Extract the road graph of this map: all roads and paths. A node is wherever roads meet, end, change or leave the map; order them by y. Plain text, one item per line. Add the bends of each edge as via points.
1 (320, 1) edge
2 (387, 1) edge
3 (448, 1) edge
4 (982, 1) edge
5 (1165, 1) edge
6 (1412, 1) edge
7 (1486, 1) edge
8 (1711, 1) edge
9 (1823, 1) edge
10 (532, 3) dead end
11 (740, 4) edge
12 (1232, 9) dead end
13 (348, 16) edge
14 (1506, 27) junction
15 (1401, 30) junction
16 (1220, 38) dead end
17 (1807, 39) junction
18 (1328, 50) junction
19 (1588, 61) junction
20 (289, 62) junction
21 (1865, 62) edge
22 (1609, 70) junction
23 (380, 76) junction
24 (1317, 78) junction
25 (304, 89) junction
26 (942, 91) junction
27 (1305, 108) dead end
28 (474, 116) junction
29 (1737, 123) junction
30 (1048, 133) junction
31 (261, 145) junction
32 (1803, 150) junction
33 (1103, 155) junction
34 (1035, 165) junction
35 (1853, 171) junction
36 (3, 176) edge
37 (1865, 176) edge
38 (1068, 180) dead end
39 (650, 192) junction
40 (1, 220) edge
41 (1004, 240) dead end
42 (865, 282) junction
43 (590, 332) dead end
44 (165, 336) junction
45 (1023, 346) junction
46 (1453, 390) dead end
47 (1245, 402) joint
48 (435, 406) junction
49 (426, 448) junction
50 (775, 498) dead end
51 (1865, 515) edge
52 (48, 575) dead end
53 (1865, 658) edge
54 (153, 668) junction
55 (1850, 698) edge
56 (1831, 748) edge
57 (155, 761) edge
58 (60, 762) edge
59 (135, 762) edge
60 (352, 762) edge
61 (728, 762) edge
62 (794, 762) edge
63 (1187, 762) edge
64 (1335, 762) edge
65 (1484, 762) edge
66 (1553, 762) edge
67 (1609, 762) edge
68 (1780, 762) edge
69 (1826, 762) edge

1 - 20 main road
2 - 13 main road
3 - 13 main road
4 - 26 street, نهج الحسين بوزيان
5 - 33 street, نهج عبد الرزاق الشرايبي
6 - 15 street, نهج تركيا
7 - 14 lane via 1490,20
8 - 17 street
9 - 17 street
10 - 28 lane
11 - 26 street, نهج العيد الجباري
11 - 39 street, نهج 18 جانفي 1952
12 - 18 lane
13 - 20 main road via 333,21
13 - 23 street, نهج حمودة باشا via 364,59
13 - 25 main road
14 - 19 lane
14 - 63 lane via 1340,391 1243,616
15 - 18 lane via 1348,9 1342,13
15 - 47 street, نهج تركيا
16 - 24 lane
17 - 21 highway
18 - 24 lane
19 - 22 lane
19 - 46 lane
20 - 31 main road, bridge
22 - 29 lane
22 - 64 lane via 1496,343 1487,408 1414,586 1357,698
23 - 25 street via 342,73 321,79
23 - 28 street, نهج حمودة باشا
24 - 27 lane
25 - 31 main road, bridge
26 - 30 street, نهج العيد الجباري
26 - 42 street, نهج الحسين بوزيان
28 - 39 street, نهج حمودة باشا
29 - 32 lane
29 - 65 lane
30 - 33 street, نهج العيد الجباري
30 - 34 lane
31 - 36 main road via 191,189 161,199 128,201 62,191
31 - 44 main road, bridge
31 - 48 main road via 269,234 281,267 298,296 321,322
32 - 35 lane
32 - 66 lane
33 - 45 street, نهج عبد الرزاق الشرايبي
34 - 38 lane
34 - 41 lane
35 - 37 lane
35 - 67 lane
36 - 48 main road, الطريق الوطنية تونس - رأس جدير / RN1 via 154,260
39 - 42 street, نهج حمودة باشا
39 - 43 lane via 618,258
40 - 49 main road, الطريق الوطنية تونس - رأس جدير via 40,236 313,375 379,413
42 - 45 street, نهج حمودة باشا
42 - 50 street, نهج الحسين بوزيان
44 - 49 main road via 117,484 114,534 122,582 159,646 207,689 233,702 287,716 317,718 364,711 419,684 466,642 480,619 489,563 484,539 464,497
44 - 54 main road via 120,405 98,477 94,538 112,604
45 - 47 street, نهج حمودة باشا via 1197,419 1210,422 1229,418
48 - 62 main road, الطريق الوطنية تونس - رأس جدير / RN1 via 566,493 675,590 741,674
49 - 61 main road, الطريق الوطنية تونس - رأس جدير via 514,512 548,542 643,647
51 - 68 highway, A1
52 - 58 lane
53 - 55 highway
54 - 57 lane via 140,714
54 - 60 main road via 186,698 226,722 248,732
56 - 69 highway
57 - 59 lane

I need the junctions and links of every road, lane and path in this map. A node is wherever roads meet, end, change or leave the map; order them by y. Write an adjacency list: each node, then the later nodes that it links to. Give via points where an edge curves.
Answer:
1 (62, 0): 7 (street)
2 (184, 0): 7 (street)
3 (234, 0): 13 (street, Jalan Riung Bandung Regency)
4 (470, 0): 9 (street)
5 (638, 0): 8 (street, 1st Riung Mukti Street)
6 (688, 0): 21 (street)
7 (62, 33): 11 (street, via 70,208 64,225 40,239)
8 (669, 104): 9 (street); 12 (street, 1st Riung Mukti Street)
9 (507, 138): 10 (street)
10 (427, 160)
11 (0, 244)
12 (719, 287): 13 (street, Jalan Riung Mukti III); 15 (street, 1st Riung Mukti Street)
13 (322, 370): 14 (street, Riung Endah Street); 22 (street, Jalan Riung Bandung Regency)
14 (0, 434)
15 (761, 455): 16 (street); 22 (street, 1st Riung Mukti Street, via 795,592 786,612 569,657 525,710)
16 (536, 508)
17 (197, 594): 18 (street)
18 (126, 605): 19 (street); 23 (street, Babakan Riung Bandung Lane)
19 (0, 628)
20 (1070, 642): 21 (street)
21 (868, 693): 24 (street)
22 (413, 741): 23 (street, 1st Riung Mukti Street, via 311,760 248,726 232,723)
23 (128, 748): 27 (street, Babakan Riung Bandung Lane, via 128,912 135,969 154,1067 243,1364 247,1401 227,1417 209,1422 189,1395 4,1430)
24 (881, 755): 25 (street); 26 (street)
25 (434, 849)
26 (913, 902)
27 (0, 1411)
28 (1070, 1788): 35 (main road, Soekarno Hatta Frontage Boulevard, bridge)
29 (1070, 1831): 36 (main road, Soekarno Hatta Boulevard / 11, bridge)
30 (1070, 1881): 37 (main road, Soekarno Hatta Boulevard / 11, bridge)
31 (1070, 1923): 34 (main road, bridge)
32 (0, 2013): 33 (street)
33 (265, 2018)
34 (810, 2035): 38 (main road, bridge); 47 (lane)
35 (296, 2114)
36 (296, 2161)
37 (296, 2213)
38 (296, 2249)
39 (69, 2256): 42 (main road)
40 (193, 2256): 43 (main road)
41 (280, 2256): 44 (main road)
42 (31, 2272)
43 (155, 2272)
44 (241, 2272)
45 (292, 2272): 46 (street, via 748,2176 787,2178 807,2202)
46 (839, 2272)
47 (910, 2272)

- _Exercise requirements_
Nothing in the records above may be left out; repeat them exactly.

- _Exercise output_
Extract the road graph of this map: all roads and paths. A node is wherever roads meet, end, change or leave the map; order them by y. Plain text, one item per line. Add the bends of each edge as via points.
1 (320, 1) edge
2 (387, 1) edge
3 (448, 1) edge
4 (982, 1) edge
5 (1165, 1) edge
6 (1412, 1) edge
7 (1486, 1) edge
8 (1711, 1) edge
9 (1823, 1) edge
10 (532, 3) dead end
11 (740, 4) edge
12 (1232, 9) dead end
13 (348, 16) edge
14 (1506, 27) junction
15 (1401, 30) junction
16 (1220, 38) dead end
17 (1807, 39) junction
18 (1328, 50) junction
19 (1588, 61) junction
20 (289, 62) junction
21 (1865, 62) edge
22 (1609, 70) junction
23 (380, 76) junction
24 (1317, 78) junction
25 (304, 89) junction
26 (942, 91) junction
27 (1305, 108) dead end
28 (474, 116) junction
29 (1737, 123) junction
30 (1048, 133) junction
31 (261, 145) junction
32 (1803, 150) junction
33 (1103, 155) junction
34 (1035, 165) junction
35 (1853, 171) junction
36 (3, 176) edge
37 (1865, 176) edge
38 (1068, 180) dead end
39 (650, 192) junction
40 (1, 220) edge
41 (1004, 240) dead end
42 (865, 282) junction
43 (590, 332) dead end
44 (165, 336) junction
45 (1023, 346) junction
46 (1453, 390) dead end
47 (1245, 402) joint
48 (435, 406) junction
49 (426, 448) junction
50 (775, 498) dead end
51 (1865, 515) edge
52 (48, 575) dead end
53 (1865, 658) edge
54 (153, 668) junction
55 (1850, 698) edge
56 (1831, 748) edge
57 (155, 761) edge
58 (60, 762) edge
59 (135, 762) edge
60 (352, 762) edge
61 (728, 762) edge
62 (794, 762) edge
63 (1187, 762) edge
64 (1335, 762) edge
65 (1484, 762) edge
66 (1553, 762) edge
67 (1609, 762) edge
68 (1780, 762) edge
69 (1826, 762) edge

1 - 20 main road
2 - 13 main road
3 - 13 main road
4 - 26 street, نهج الحسين بوزيان
5 - 33 street, نهج عبد الرزاق الشرايبي
6 - 15 street, نهج تركيا
7 - 14 lane via 1490,20
8 - 17 street
9 - 17 street
10 - 28 lane
11 - 26 street, نهج العيد الجباري
11 - 39 street, نهج 18 جانفي 1952
12 - 18 lane
13 - 20 main road via 333,21
13 - 23 street, نهج حمودة باشا via 364,59
13 - 25 main road
14 - 19 lane
14 - 63 lane via 1340,391 1243,616
15 - 18 lane via 1348,9 1342,13
15 - 47 street, نهج تركيا
16 - 24 lane
17 - 21 highway
18 - 24 lane
19 - 22 lane
19 - 46 lane
20 - 31 main road, bridge
22 - 29 lane
22 - 64 lane via 1496,343 1487,408 1414,586 1357,698
23 - 25 street via 342,73 321,79
23 - 28 street, نهج حمودة باشا
24 - 27 lane
25 - 31 main road, bridge
26 - 30 street, نهج العيد الجباري
26 - 42 street, نهج الحسين بوزيان
28 - 39 street, نهج حمودة باشا
29 - 32 lane
29 - 65 lane
30 - 33 street, نهج العيد الجباري
30 - 34 lane
31 - 36 main road via 191,189 161,199 128,201 62,191
31 - 44 main road, bridge
31 - 48 main road via 269,234 281,267 298,296 321,322
32 - 35 lane
32 - 66 lane
33 - 45 street, نهج عبد الرزاق الشرايبي
34 - 38 lane
34 - 41 lane
35 - 37 lane
35 - 67 lane
36 - 48 main road, الطريق الوطنية تونس - رأس جدير / RN1 via 154,260
39 - 42 street, نهج حمودة باشا
39 - 43 lane via 618,258
40 - 49 main road, الطريق الوطنية تونس - رأس جدير via 40,236 313,375 379,413
42 - 45 street, نهج حمودة باشا
42 - 50 street, نهج الحسين بوزيان
44 - 49 main road via 117,484 114,534 122,582 159,646 207,689 233,702 287,716 317,718 364,711 419,684 466,642 480,619 489,563 484,539 464,497
44 - 54 main road via 120,405 98,477 94,538 112,604
45 - 47 street, نهج حمودة باشا via 1197,419 1210,422 1229,418
48 - 62 main road, الطريق الوطنية تونس - رأس جدير / RN1 via 566,493 675,590 741,674
49 - 61 main road, الطريق الوطنية تونس - رأس جدير via 514,512 548,542 643,647
51 - 68 highway, A1
52 - 58 lane
53 - 55 highway
54 - 57 lane via 140,714
54 - 60 main road via 186,698 226,722 248,732
56 - 69 highway
57 - 59 lane

I need the junctions and links of every road, lane and path in this map. A node is wherever roads meet, end, change or leave the map; order them by y. Write an adjacency list: each node, then the later nodes that it links to. Give via points where an edge curves.
Answer:
1 (62, 0): 7 (street)
2 (184, 0): 7 (street)
3 (234, 0): 13 (street, Jalan Riung Bandung Regency)
4 (470, 0): 9 (street)
5 (638, 0): 8 (street, 1st Riung Mukti Street)
6 (688, 0): 21 (street)
7 (62, 33): 11 (street, via 70,208 64,225 40,239)
8 (669, 104): 9 (street); 12 (street, 1st Riung Mukti Street)
9 (507, 138): 10 (street)
10 (427, 160)
11 (0, 244)
12 (719, 287): 13 (street, Jalan Riung Mukti III); 15 (street, 1st Riung Mukti Street)
13 (322, 370): 14 (street, Riung Endah Street); 22 (street, Jalan Riung Bandung Regency)
14 (0, 434)
15 (761, 455): 16 (street); 22 (street, 1st Riung Mukti Street, via 795,592 786,612 569,657 525,710)
16 (536, 508)
17 (197, 594): 18 (street)
18 (126, 605): 19 (street); 23 (street, Babakan Riung Bandung Lane)
19 (0, 628)
20 (1070, 642): 21 (street)
21 (868, 693): 24 (street)
22 (413, 741): 23 (street, 1st Riung Mukti Street, via 311,760 248,726 232,723)
23 (128, 748): 27 (street, Babakan Riung Bandung Lane, via 128,912 135,969 154,1067 243,1364 247,1401 227,1417 209,1422 189,1395 4,1430)
24 (881, 755): 25 (street); 26 (street)
25 (434, 849)
26 (913, 902)
27 (0, 1411)
28 (1070, 1788): 35 (main road, Soekarno Hatta Frontage Boulevard, bridge)
29 (1070, 1831): 36 (main road, Soekarno Hatta Boulevard / 11, bridge)
30 (1070, 1881): 37 (main road, Soekarno Hatta Boulevard / 11, bridge)
31 (1070, 1923): 34 (main road, bridge)
32 (0, 2013): 33 (street)
33 (265, 2018)
34 (810, 2035): 38 (main road, bridge); 47 (lane)
35 (296, 2114)
36 (296, 2161)
37 (296, 2213)
38 (296, 2249)
39 (69, 2256): 42 (main road)
40 (193, 2256): 43 (main road)
41 (280, 2256): 44 (main road)
42 (31, 2272)
43 (155, 2272)
44 (241, 2272)
45 (292, 2272): 46 (street, via 748,2176 787,2178 807,2202)
46 (839, 2272)
47 (910, 2272)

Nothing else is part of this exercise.